Seasonal and Spatial Detection of Pesticide Residues Under Various Weather Conditions of Agricultural Areas of the Kilombero Valley Ramsar Site, Tanzania

Publikation: Beiträge in ZeitschriftenAndere (Vorworte. Editoral u.ä.)Forschung


This study was conducted in the Kilombero Valley Ramsar Site (KVRS), the largest low-altitude freshwater wetland in East Africa to: 1) determine pesticide contamination of soil, water, and sediment at different seasonal weather conditions 2) critically analyze the seasonal and spatial ecological impacts of pesticide contaminations under tropical weather conditions 3) estimate the potential environmental risks from pesticide exposure based on analytical data. Surface sediments, soil and water samples were collected from sugarcane, teak and rice plantations of the KVRS during the dry (January 2012) and the rainy (March–April 2013) seasons. Samples were screened for 97 different types of pesticide residues using and LC–MS and HPLC–MS. Physical-chemical properties of the sediment and soil samples and meteorological data were analyzed. 92% of soil and sediment samples had relatively low OM content (<5%) while 60% of samples had high clay content, indicating high cation exchange capacity that can bind pesticides to the soils. Field soil and air temperature ranging 28–35°C, total sunshine hours-208 h/month, photo radiation −764 MJ/m2, average precipitation 300 mm/month, wind speed >60 km/h, humidity >80% were recorded. Frequency of detection and concentration of pesticides residues depended on seasons. For the dry season sampling, glyphosate/AMPA (0.01–0.55 µg/g), and diuron (0.026–1.7 µg/g) were mostly detected in the sediment and soils. Monuron (1.28–3.9 µg/L) and propoxur (0.05–0.6 µg/L) were mostly detected in the rainy seasons (water and sediments). Glyphosate was above limit of detection in the dry season water samples indicating that its emission into the water system may have been directly through application. Maximum diuron concentrations in water were >30 times higher than the estimated predicted no-effect concentration (PNEC) value (0.054 µg/L) indicating a risk to aquatic community.

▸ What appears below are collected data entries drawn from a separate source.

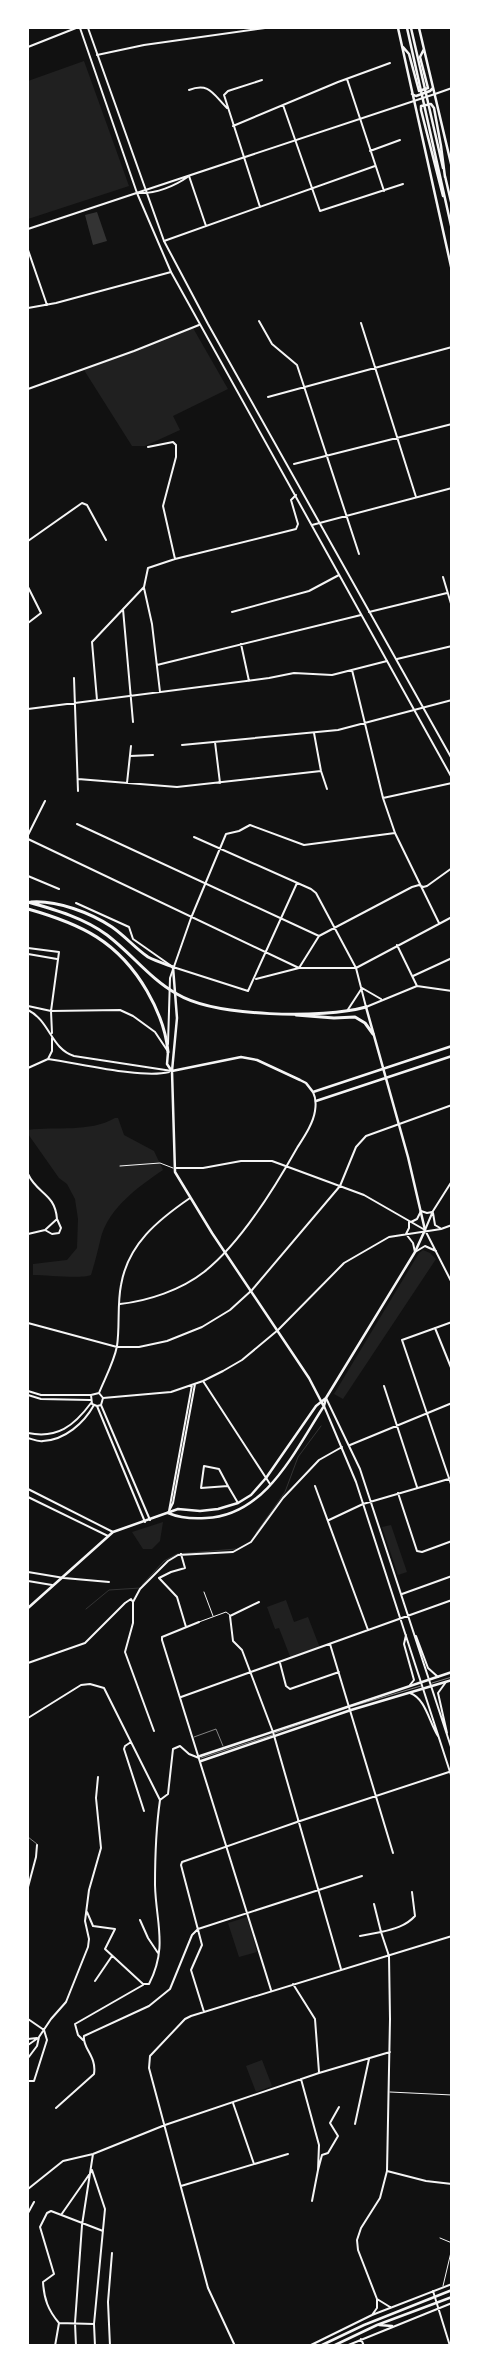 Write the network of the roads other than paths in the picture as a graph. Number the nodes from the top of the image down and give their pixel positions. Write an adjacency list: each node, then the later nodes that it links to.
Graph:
1 (76, 28): 12 (street)
2 (80, 28): 40 (street)
3 (88, 28): 14 (street)
4 (253, 28): 5 (street); 14 (street)
5 (265, 28)
6 (398, 28): 11 (main road)
7 (407, 28): 10 (main road)
8 (411, 28): 10 (main road)
9 (420, 28): 13 (main road)
10 (412, 38): 35 (main road); 44 (main road)
11 (402, 46): 13 (main road); 21 (main road)
12 (28, 47)
13 (424, 49): 18 (main road)
14 (97, 55): 38 (street)
15 (390, 63): 16 (street)
16 (347, 79): 24 (street); 26 (street)
17 (262, 80): 25 (street)
18 (434, 87): 21 (main road); 22 (main road)
19 (452, 88): 22 (street)
20 (188, 90): 25 (street)
21 (412, 94): 23 (main road)
22 (435, 94): 23 (street); 33 (main road)
23 (414, 100): 26 (street); 50 (main road)
24 (283, 105): 27 (street); 29 (street)
25 (228, 109): 27 (street)
26 (359, 118): 29 (street); 30 (street)
27 (233, 126): 31 (street)
28 (400, 140): 30 (street)
29 (296, 141): 31 (street); 37 (street)
30 (370, 150): 32 (street)
31 (244, 158): 34 (street); 43 (street)
32 (375, 166): 37 (street); 39 (street)
33 (452, 168)
34 (189, 176): 38 (street); 41 (street); 45 (street)
35 (445, 177): 42 (main road); 44 (main road)
36 (403, 184): 39 (street)
37 (312, 188): 39 (street); 43 (street)
38 (144, 190): 40 (street); 41 (street)
39 (384, 191)
40 (137, 193): 41 (street); 46 (street); 51 (street)
41 (146, 194): 48 (street)
42 (452, 206)
43 (260, 207): 45 (street)
44 (448, 213): 47 (main road)
45 (206, 226): 48 (street)
46 (28, 228)
47 (452, 230)
48 (164, 241): 71 (street)
49 (28, 250): 52 (street)
50 (452, 271)
51 (171, 272): 52 (street); 56 (street)
52 (47, 305): 53 (street)
53 (28, 308)
54 (259, 321): 59 (street)
55 (361, 323): 58 (street)
56 (199, 325): 60 (street); 68 (street)
57 (452, 347): 58 (street)
58 (374, 368): 59 (street); 63 (street)
59 (305, 387): 61 (street); 65 (street)
60 (28, 389)
61 (268, 397)
62 (452, 424): 63 (street)
63 (398, 438): 65 (street); 69 (street)
64 (148, 447): 76 (street)
65 (327, 456): 66 (street); 70 (street)
66 (294, 464)
67 (452, 488): 69 (street)
68 (296, 496): 72 (street); 76 (street)
69 (416, 497): 70 (street)
70 (345, 514): 71 (street); 75 (street)
71 (319, 522): 72 (street); 85 (street)
72 (312, 525): 77 (street)
73 (106, 540): 74 (street)
74 (28, 541)
75 (359, 554)
76 (175, 559): 80 (street)
77 (339, 575): 84 (street); 86 (street)
78 (443, 577): 81 (street)
79 (28, 587): 87 (street)
80 (144, 587): 83 (street); 92 (street)
81 (447, 593): 82 (street); 85 (street)
82 (452, 607)
83 (123, 609): 97 (street); 98 (street)
84 (232, 612)
85 (369, 612): 90 (street)
86 (361, 615): 88 (street); 91 (street)
87 (28, 623)
88 (241, 644): 92 (street); 95 (street)
89 (452, 646): 90 (street)
90 (396, 659): 101 (street)
91 (387, 661): 93 (street); 103 (street)
92 (157, 665): 96 (street)
93 (352, 670): 95 (street); 105 (street)
94 (74, 678): 100 (street)
95 (249, 681): 96 (street)
96 (160, 692): 97 (street)
97 (130, 696): 98 (street); 104 (street)
98 (97, 700): 100 (street)
99 (452, 700): 101 (street)
100 (76, 703): 102 (street); 115 (street)
101 (423, 707): 103 (street); 112 (street)
102 (28, 709)
103 (413, 709): 105 (street); 114 (street)
104 (133, 722)
105 (364, 723): 106 (street); 121 (street)
106 (314, 732): 107 (street); 113 (street)
107 (216, 742): 108 (street); 117 (street)
108 (182, 745)
109 (131, 746): 111 (street)
110 (153, 755): 111 (street)
111 (130, 756): 116 (street)
112 (452, 759)
113 (321, 771): 117 (street); 119 (street)
114 (452, 778)
115 (78, 779): 116 (street); 120 (street)
116 (127, 783): 117 (street)
117 (220, 783)
118 (452, 783): 121 (street)
119 (327, 789)
120 (78, 791)
121 (383, 798): 124 (street)
122 (44, 800): 125 (street)
123 (78, 824): 132 (street)
124 (395, 832): 128 (street); 133 (street)
125 (28, 835)
126 (194, 837): 128 (street)
127 (28, 839): 139 (street)
128 (219, 850): 131 (street); 132 (street)
129 (452, 868): 133 (street)
130 (28, 876): 134 (street)
131 (297, 882): 140 (street); 142 (street)
132 (206, 884): 139 (street); 140 (street)
133 (419, 885): 141 (street); 142 (street)
134 (59, 889)
135 (28, 902): 150 (highway); 164 (highway)
136 (76, 903): 150 (street)
137 (28, 909): 168 (highway)
138 (452, 917): 141 (street)
139 (191, 918): 146 (street); 150 (street)
140 (282, 919): 143 (street); 146 (street)
141 (439, 924): 144 (street)
142 (334, 926): 143 (street); 152 (street)
143 (319, 936): 151 (street)
144 (397, 945): 152 (street); 153 (street)
145 (28, 948): 149 (street)
146 (266, 952): 151 (street); 154 (street)
147 (28, 954): 149 (street)
148 (452, 958): 153 (street)
149 (58, 959): 162 (street)
150 (173, 967): 154 (street); 168 (street); 173 (main road)
151 (300, 968): 152 (street); 154 (street)
152 (356, 968): 156 (street)
153 (412, 976): 155 (street)
154 (255, 980)
155 (417, 986): 157 (street); 158 (street)
156 (362, 988): 158 (street); 160 (street); 163 (street)
157 (452, 992)
158 (382, 1000): 160 (street)
159 (28, 1006): 162 (street)
160 (366, 1007): 163 (highway); 165 (main road)
161 (28, 1010): 166 (street)
162 (51, 1011): 166 (street); 168 (street)
163 (345, 1012): 164 (highway)
164 (288, 1014): 165 (highway)
165 (373, 1034): 172 (main road)
166 (52, 1035): 170 (street); 173 (street)
167 (452, 1046): 172 (main road)
168 (168, 1052): 173 (main road)
169 (452, 1056): 174 (main road)
170 (48, 1059): 171 (street); 173 (street)
171 (28, 1068)
172 (383, 1068): 174 (main road); 175 (main road)
173 (172, 1072): 175 (main road); 181 (main road)
174 (386, 1077): 176 (main road); 178 (main road)
175 (314, 1092): 176 (street)
176 (316, 1101): 180 (street)
177 (452, 1105): 178 (street)
178 (399, 1124): 184 (street); 186 (main road)
179 (120, 1166): 181 (street)
180 (287, 1166): 181 (street); 184 (street); 196 (street)
181 (174, 1168): 185 (main road)
182 (28, 1174): 188 (street)
183 (452, 1181): 187 (street)
184 (340, 1186): 189 (street); 202 (street)
185 (190, 1198): 196 (main road); 203 (street)
186 (421, 1211): 187 (street); 189 (street); 193 (main road)
187 (433, 1211): 191 (street); 193 (street)
188 (57, 1219): 192 (street); 192 (street)
189 (409, 1222): 193 (street); 195 (street)
190 (452, 1225): 191 (street)
191 (441, 1229): 193 (street)
192 (45, 1230): 194 (street)
193 (425, 1230): 195 (street); 197 (main road); 198 (street)
194 (28, 1234)
195 (406, 1234): 197 (street); 207 (street)
196 (225, 1251): 202 (main road); 203 (street)
197 (415, 1252): 198 (street); 219 (main road)
198 (437, 1252): 200 (street)
199 (452, 1268): 200 (street)
200 (447, 1270): 201 (street)
201 (452, 1282)
202 (252, 1290): 207 (main road); 208 (street)
203 (120, 1304): 208 (street)
204 (452, 1322): 206 (street)
205 (28, 1323): 208 (street)
206 (435, 1328): 209 (street); 226 (street)
207 (278, 1330): 210 (street); 221 (main road)
208 (117, 1347): 215 (street)
209 (452, 1370)
210 (203, 1381): 211 (street); 233 (street)
211 (195, 1384): 212 (street); 232 (street)
212 (192, 1385): 218 (street); 232 (street)
213 (384, 1386): 227 (street)
214 (28, 1391): 216 (street)
215 (100, 1393): 216 (street); 218 (street)
216 (91, 1395): 220 (street)
217 (28, 1396): 220 (street)
218 (103, 1398): 223 (street)
219 (326, 1398): 221 (main road); 225 (main road); 230 (street)
220 (90, 1401): 224 (street); 228 (street)
221 (321, 1401): 225 (main road); 233 (main road)
222 (452, 1403): 226 (street)
223 (101, 1405): 224 (street); 247 (street)
224 (95, 1406): 229 (street); 249 (street)
225 (324, 1406): 231 (street); 236 (main road)
226 (426, 1414): 227 (street); 234 (street)
227 (396, 1424): 230 (street); 238 (street)
228 (28, 1433)
229 (28, 1438)
230 (350, 1445): 243 (street)
231 (342, 1447): 245 (street); 253 (street)
232 (182, 1448): 246 (street)
233 (266, 1478): 236 (street); 244 (main road)
234 (450, 1479): 238 (street); 239 (street)
235 (228, 1486): 235 (street); 244 (street)
236 (271, 1486): 246 (main road)
237 (315, 1486): 248 (street)
238 (417, 1487): 241 (street)
239 (452, 1487)
240 (28, 1489): 250 (street)
241 (398, 1493): 243 (street); 252 (street)
242 (28, 1497): 251 (street)
243 (371, 1501): 245 (street); 261 (street)
244 (238, 1502): 246 (main road)
245 (363, 1504): 248 (street); 269 (street)
246 (168, 1513): 247 (main road)
247 (150, 1520): 249 (main road)
248 (328, 1520): 272 (street)
249 (145, 1522): 250 (main road)
250 (113, 1532): 251 (main road)
251 (108, 1536): 256 (main road)
252 (452, 1541)
253 (181, 1554): 263 (street); 271 (street)
254 (28, 1572): 256 (street)
255 (452, 1576): 261 (street)
256 (64, 1578): 258 (street); 259 (main road)
257 (28, 1581): 259 (street)
258 (109, 1582)
259 (55, 1585): 265 (main road)
260 (204, 1592): 268 (street)
261 (402, 1594): 267 (street)
262 (452, 1600): 267 (street)
263 (133, 1602): 276 (street); 290 (street)
264 (259, 1602): 266 (street)
265 (28, 1608)
266 (230, 1616): 268 (street); 280 (street)
267 (408, 1616): 269 (street); 273 (street)
268 (213, 1617): 270 (street)
269 (401, 1618): 272 (street); 274 (street)
270 (199, 1622): 271 (street)
271 (186, 1626): 287 (street)
272 (368, 1630): 275 (street)
273 (414, 1633): 281 (street); 292 (street)
274 (406, 1635): 284 (street); 294 (street)
275 (330, 1644): 277 (street); 278 (street)
276 (28, 1662)
277 (280, 1663): 278 (street); 280 (street)
278 (339, 1672): 288 (street)
279 (452, 1672): 281 (main road)
280 (252, 1673): 287 (street); 291 (street)
281 (438, 1677): 285 (main road)
282 (452, 1678): 283 (main road); 285 (lane)
283 (446, 1682): 285 (main road); 292 (street)
284 (408, 1686): 285 (main road); 288 (main road)
285 (414, 1688): 286 (main road); 288 (lane)
286 (410, 1693): 288 (main road); 294 (street)
287 (181, 1697): 293 (street)
288 (350, 1708): 291 (main road); 291 (main road); 302 (street)
289 (28, 1718): 295 (street)
290 (154, 1731)
291 (273, 1734): 296 (main road); 298 (main road); 305 (street)
292 (447, 1736): 297 (street)
293 (194, 1737): 296 (lane); 298 (street)
294 (439, 1738): 299 (street)
295 (131, 1742): 303 (street); 304 (street)
296 (224, 1749): 298 (main road)
297 (452, 1750)
298 (200, 1758): 303 (street); 308 (street)
299 (451, 1772): 301 (street); 302 (street)
300 (98, 1777): 315 (street)
301 (452, 1778)
302 (376, 1796): 305 (street); 309 (street)
303 (160, 1800): 322 (street)
304 (144, 1811)
305 (297, 1822): 308 (street); 312 (street)
306 (28, 1837): 307 (lane)
307 (37, 1845): 311 (street)
308 (227, 1846): 316 (street); 318 (street)
309 (393, 1852)
310 (362, 1876): 312 (street)
311 (28, 1887)
312 (319, 1891): 316 (street); 325 (street)
313 (412, 1892): 319 (street)
314 (374, 1904): 319 (street)
315 (87, 1912): 323 (street); 332 (street)
316 (249, 1913): 318 (street); 329 (street)
317 (140, 1920): 322 (street)
318 (198, 1929): 330 (street); 335 (street)
319 (381, 1932): 320 (street); 324 (street)
320 (360, 1936)
321 (452, 1936): 324 (street)
322 (158, 1952): 327 (street)
323 (112, 1956): 326 (street); 327 (street)
324 (389, 1956): 325 (street); 337 (street)
325 (341, 1969): 328 (street)
326 (95, 1981)
327 (143, 1984): 335 (street)
328 (293, 1984): 329 (street); 340 (street)
329 (271, 1990): 330 (street)
330 (204, 2012): 349 (street)
331 (28, 2019): 332 (street)
332 (44, 2030): 333 (street); 342 (street)
333 (39, 2037): 334 (street); 336 (street); 338 (street)
334 (28, 2039)
335 (83, 2040): 347 (street)
336 (28, 2045)
337 (390, 2052): 339 (street); 343 (street)
338 (28, 2058)
339 (369, 2059): 340 (street); 348 (street)
340 (319, 2073): 341 (street)
341 (301, 2079): 345 (street); 354 (street)
342 (28, 2081)
343 (389, 2092): 344 (street); 355 (street)
344 (452, 2095)
345 (233, 2102): 349 (street); 352 (street)
346 (339, 2107): 354 (street)
347 (56, 2108)
348 (354, 2124)
349 (165, 2125): 350 (street); 357 (street)
350 (93, 2154): 353 (street); 358 (street)
351 (288, 2154): 352 (street)
352 (254, 2164): 357 (street)
353 (92, 2170): 362 (street); 363 (street); 364 (street)
354 (318, 2170): 359 (street)
355 (387, 2171): 356 (street); 375 (street)
356 (452, 2184)
357 (181, 2186): 391 (street)
358 (28, 2189)
359 (312, 2201)
360 (34, 2202): 361 (street)
361 (28, 2214)
362 (61, 2215): 363 (street); 381 (street)
363 (82, 2225): 364 (street); 382 (street)
364 (103, 2231): 383 (street)
365 (440, 2238): 366 (street)
366 (452, 2242)
367 (452, 2248): 370 (street)
368 (112, 2253): 390 (street)
369 (452, 2284): 370 (street)
370 (444, 2287): 372 (street)
371 (452, 2290): 373 (main road)
372 (433, 2291): 373 (street); 378 (street)
373 (435, 2297): 376 (street); 393 (main road)
374 (452, 2297): 376 (main road)
375 (377, 2299): 378 (street); 380 (street)
376 (437, 2302): 379 (street); 384 (main road)
377 (452, 2303): 379 (street)
378 (390, 2308): 380 (street)
379 (438, 2308): 385 (street); 397 (street)
380 (372, 2315): 392 (street)
381 (59, 2323): 382 (street); 387 (street)
382 (75, 2324): 383 (street); 388 (street)
383 (94, 2324): 389 (street)
384 (377, 2325): 385 (main road); 394 (main road)
385 (392, 2326): 386 (street)
386 (361, 2338): 395 (street); 396 (street)
387 (55, 2346)
388 (76, 2346)
389 (95, 2346)
390 (110, 2346)
391 (235, 2346)
392 (309, 2346)
393 (320, 2346)
394 (333, 2346)
395 (346, 2346)
396 (364, 2346)
397 (450, 2346)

Calculated pore water concentrations (0.992–0.081 µg/L), exceeded the estimated PNEC values during the dry season, indicating a risk to benthic organisms. Detection of pesticide is influenced by application, environmental factors and the timing of sampling. Further research is recommended to increase our knowledge on soil-water-sediment interactions in the tropics with regard to pesticides.